Issue 92: Incomplete Algorithm Requirements

This page is a snapshot from the LWG issues list, see the Library Active Issues List for more information and the meaning of CD1 status.

92. Incomplete Algorithm Requirements

Section: 26 [algorithms] Status: CD1 Submitter: Nico Josuttis Opened: 1998-09-29 Last modified: 2016-01-28

Priority: Not Prioritized

View other active issues in [algorithms].

View all other issues in [algorithms].

View all issues with CD1 status.

Discussion:

The standard does not state, how often a function object is copied, called, or the order of calls inside an algorithm. This may lead to surprising/buggy behavior. Consider the following example:

class Nth {    // function object that returns true for the nth element 
  private: 
    int nth;     // element to return true for 
    int count;   // element counter 
  public: 
    Nth (int n) : nth(n), count(0) { 
    } 
    bool operator() (int) { 
        return ++count == nth; 
    } 
}; 
.... 
// remove third element 
    list<int>::iterator pos; 
    pos = remove_if(coll.begin(),coll.end(),  // range 
                    Nth(3)),                  // remove criterion 
    coll.erase(pos,coll.end());

This call, in fact removes the 3rd AND the 6th element.
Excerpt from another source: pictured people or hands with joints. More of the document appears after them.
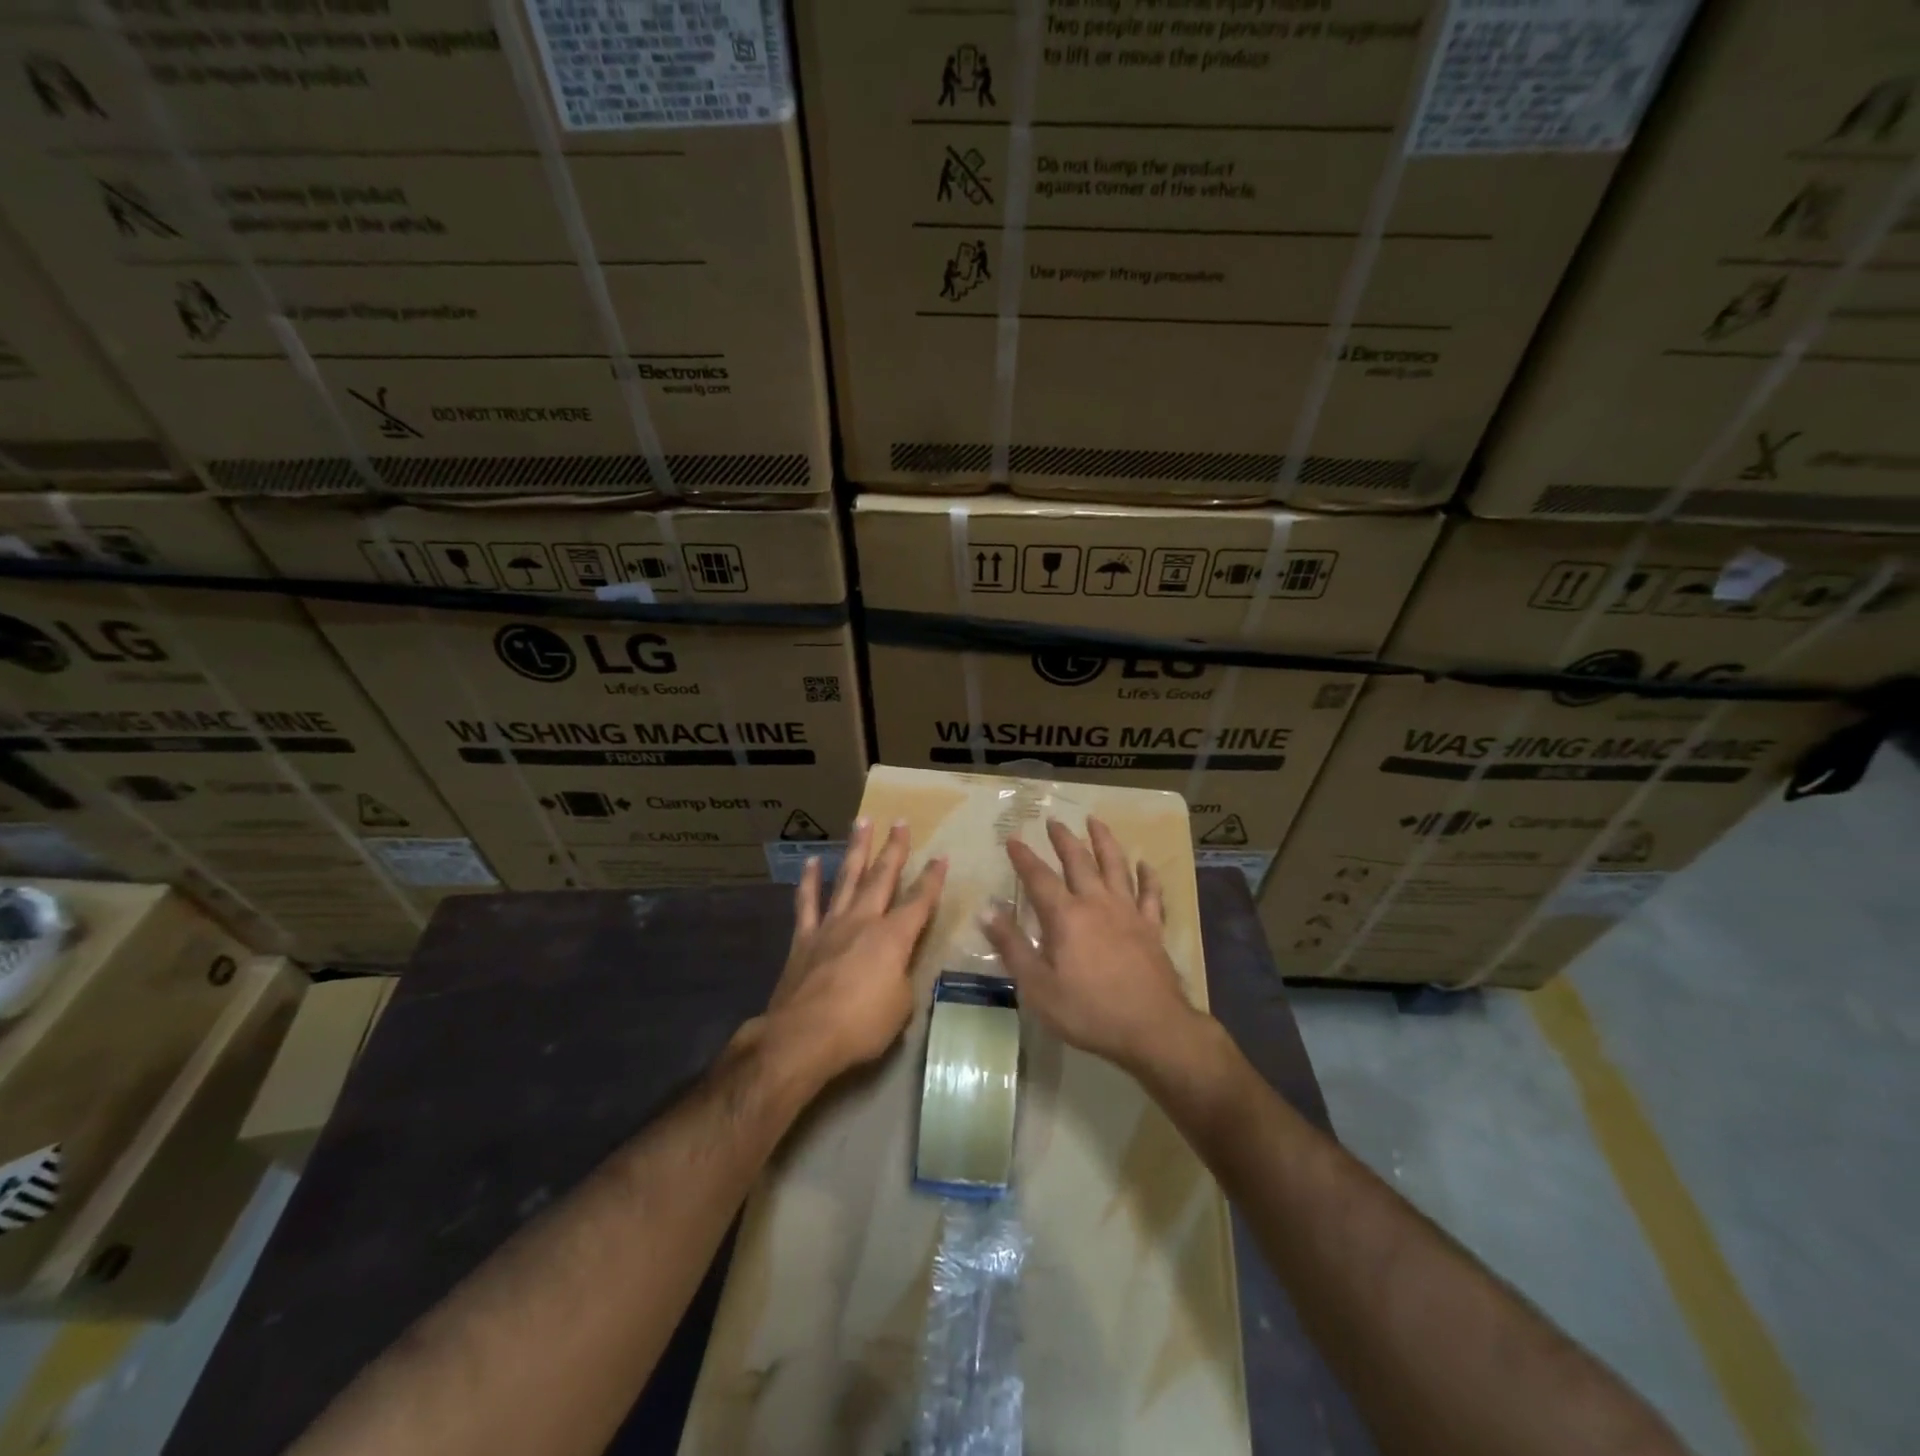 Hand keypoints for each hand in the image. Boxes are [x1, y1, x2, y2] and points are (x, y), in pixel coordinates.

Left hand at [760, 818, 946, 1082]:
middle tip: (900, 821)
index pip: (920, 902)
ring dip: (857, 850)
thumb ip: (902, 978)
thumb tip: (897, 968)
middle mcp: (864, 921)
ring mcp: (830, 926)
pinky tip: (812, 861)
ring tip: (862, 822)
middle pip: (882, 877)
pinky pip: (806, 903)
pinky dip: (810, 881)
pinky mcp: (803, 938)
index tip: (941, 856)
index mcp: (893, 937)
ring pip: (847, 878)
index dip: (932, 879)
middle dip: (894, 849)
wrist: (803, 1036)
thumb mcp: (901, 1007)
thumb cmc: (861, 1026)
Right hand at [982, 817, 1206, 1074]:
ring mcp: (1128, 912)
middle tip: (1054, 821)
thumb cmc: (1088, 1010)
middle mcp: (1097, 903)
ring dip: (1104, 841)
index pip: (1039, 877)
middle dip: (1063, 839)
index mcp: (1066, 916)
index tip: (1012, 839)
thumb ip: (1012, 947)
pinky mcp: (1152, 928)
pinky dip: (1148, 876)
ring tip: (1095, 821)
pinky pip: (1150, 894)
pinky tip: (1146, 864)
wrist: (1151, 1028)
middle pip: (1078, 861)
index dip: (1023, 857)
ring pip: (1116, 866)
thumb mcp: (1038, 986)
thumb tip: (986, 911) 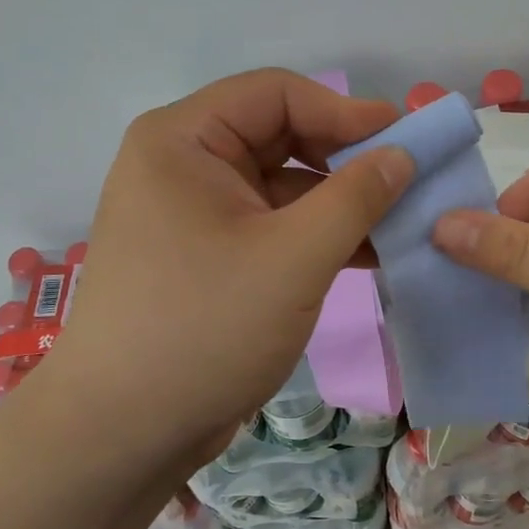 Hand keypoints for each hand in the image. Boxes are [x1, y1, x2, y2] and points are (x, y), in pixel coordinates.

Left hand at [33, 70, 412, 462]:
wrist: (122, 435)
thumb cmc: (204, 328)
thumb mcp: (293, 257)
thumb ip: (356, 197)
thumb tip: (402, 153)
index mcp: (183, 140)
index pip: (275, 94)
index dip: (344, 110)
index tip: (404, 139)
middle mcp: (182, 164)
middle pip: (279, 135)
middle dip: (344, 158)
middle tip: (406, 180)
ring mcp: (193, 212)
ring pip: (280, 184)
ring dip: (338, 201)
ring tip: (399, 222)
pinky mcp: (207, 254)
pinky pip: (271, 224)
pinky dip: (316, 234)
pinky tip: (367, 254) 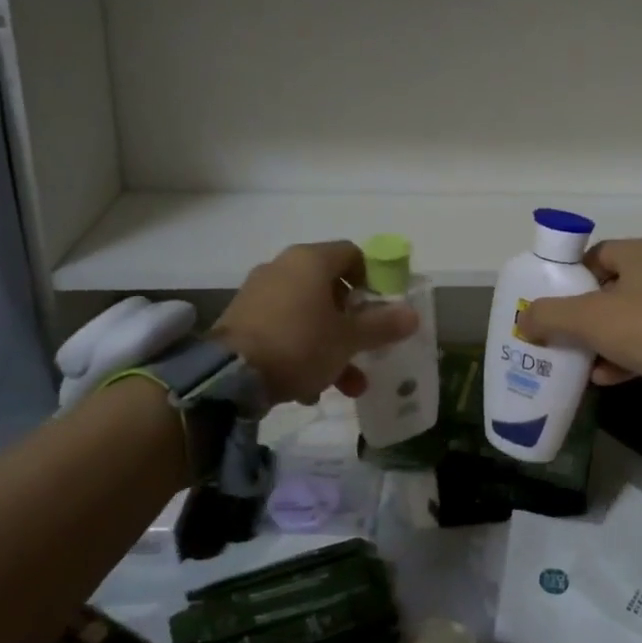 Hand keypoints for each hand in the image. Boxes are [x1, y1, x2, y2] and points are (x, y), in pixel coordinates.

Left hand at [212, 241, 419, 405]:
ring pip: (308, 315)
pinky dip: (302, 351)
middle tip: (366, 347)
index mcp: (310, 260)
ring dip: (331, 346)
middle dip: (353, 323)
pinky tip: (308, 389)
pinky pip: (284, 329)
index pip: (352, 254)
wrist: (228, 377)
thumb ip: (382, 325)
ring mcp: (259, 293)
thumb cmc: (300, 344)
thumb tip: (412, 315)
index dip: (374, 278)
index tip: (383, 308)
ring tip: (346, 385)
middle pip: (331, 288)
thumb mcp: (349, 339)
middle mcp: (283, 267)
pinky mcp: (242, 320)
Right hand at [516, 238, 641, 410]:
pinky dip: (623, 357)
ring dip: (601, 338)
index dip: (572, 276)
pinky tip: (602, 376)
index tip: (553, 301)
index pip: (597, 254)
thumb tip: (524, 320)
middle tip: (560, 330)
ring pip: (628, 318)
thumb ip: (549, 315)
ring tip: (577, 357)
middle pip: (611, 288)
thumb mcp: (586, 317)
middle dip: (583, 312)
This happens because the usual implementation of the algorithm copies the function object internally:

template <class ForwIter, class Predicate> 
ForwIter std::remove_if(ForwIter beg, ForwIter end, Predicate op) 
{ 
    beg = find_if(beg, end, op); 
    if (beg == end) { 
        return beg; 
    } 
    else { 
        ForwIter next = beg; 
        return remove_copy_if(++next, end, beg, op); 
    } 
}

The algorithm uses find_if() to find the first element that should be removed. However, it then uses a copy of the passed function object to process the resulting elements (if any). Here, Nth is used again and removes also the sixth element. This behavior compromises the advantage of function objects being able to have a state. Without any cost it could be avoided (just implement it directly instead of calling find_if()).

Proposed resolution:

Add a new paragraph following 26 [algorithms] paragraph 8:

[Note: Unless otherwise specified, algorithms that take function objects as arguments are permitted to copy those function objects freely. Programmers for whom object identity is important should consider using a wrapper class that points to a noncopied implementation object, or some equivalent solution.]
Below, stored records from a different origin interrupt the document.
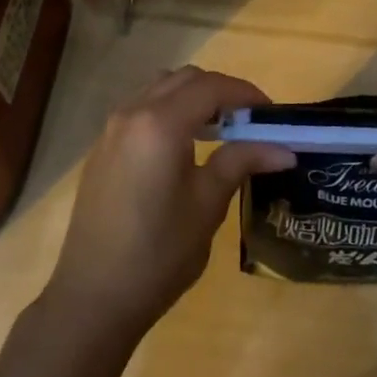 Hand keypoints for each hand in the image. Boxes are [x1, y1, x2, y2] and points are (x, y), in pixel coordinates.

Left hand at [45, 66, 293, 339]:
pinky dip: (169, 111)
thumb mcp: (207, 206)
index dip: (245, 93)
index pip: (211, 87)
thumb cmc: (158, 253)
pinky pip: (142, 108)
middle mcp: (133, 112)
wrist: (93, 296)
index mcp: (161, 123)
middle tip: (249, 121)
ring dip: (193, 97)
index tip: (272, 114)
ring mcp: (112, 128)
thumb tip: (283, 149)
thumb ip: (241, 162)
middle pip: (185, 79)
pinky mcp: (103, 147)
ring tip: (220, 130)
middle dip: (220, 91)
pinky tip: (185, 146)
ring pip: (160, 88)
[Dublin: Pete Becker felt that this may not be a defect, but rather something that programmers need to be educated about. There was discussion of adding wording to the effect that the number and order of calls to function objects, including predicates, not affect the behavior of the function object.]

[Pre-Kona: Nico comments: It seems the problem is that we don't have a clear statement of "predicate" in the standard. People including me seemed to think "a function returning a Boolean value and being able to be called by an STL algorithm or be used as sorting criterion or ... is a predicate". But a predicate has more requirements: It should never change its behavior due to a call or being copied. IMHO we have to state this in the standard. If you like, see section 8.1.4 of my library book for a detailed discussion.]

[Kona: Nico will provide wording to the effect that "unless otherwise specified, the number of copies of and calls to function objects by algorithms is unspecified". Consider placing in 26 [algorithms] after paragraph 9.]

[Santa Cruz: The standard doesn't currently guarantee that functions object won't be copied, and what isn't forbidden is allowed. It is believed (especially since implementations that were written in concert with the standard do make copies of function objects) that this was intentional. Thus, no normative change is needed. What we should put in is a non-normative note suggesting to programmers that if they want to guarantee the lack of copying they should use something like the ref wrapper.]

[Oxford: Matt provided wording.]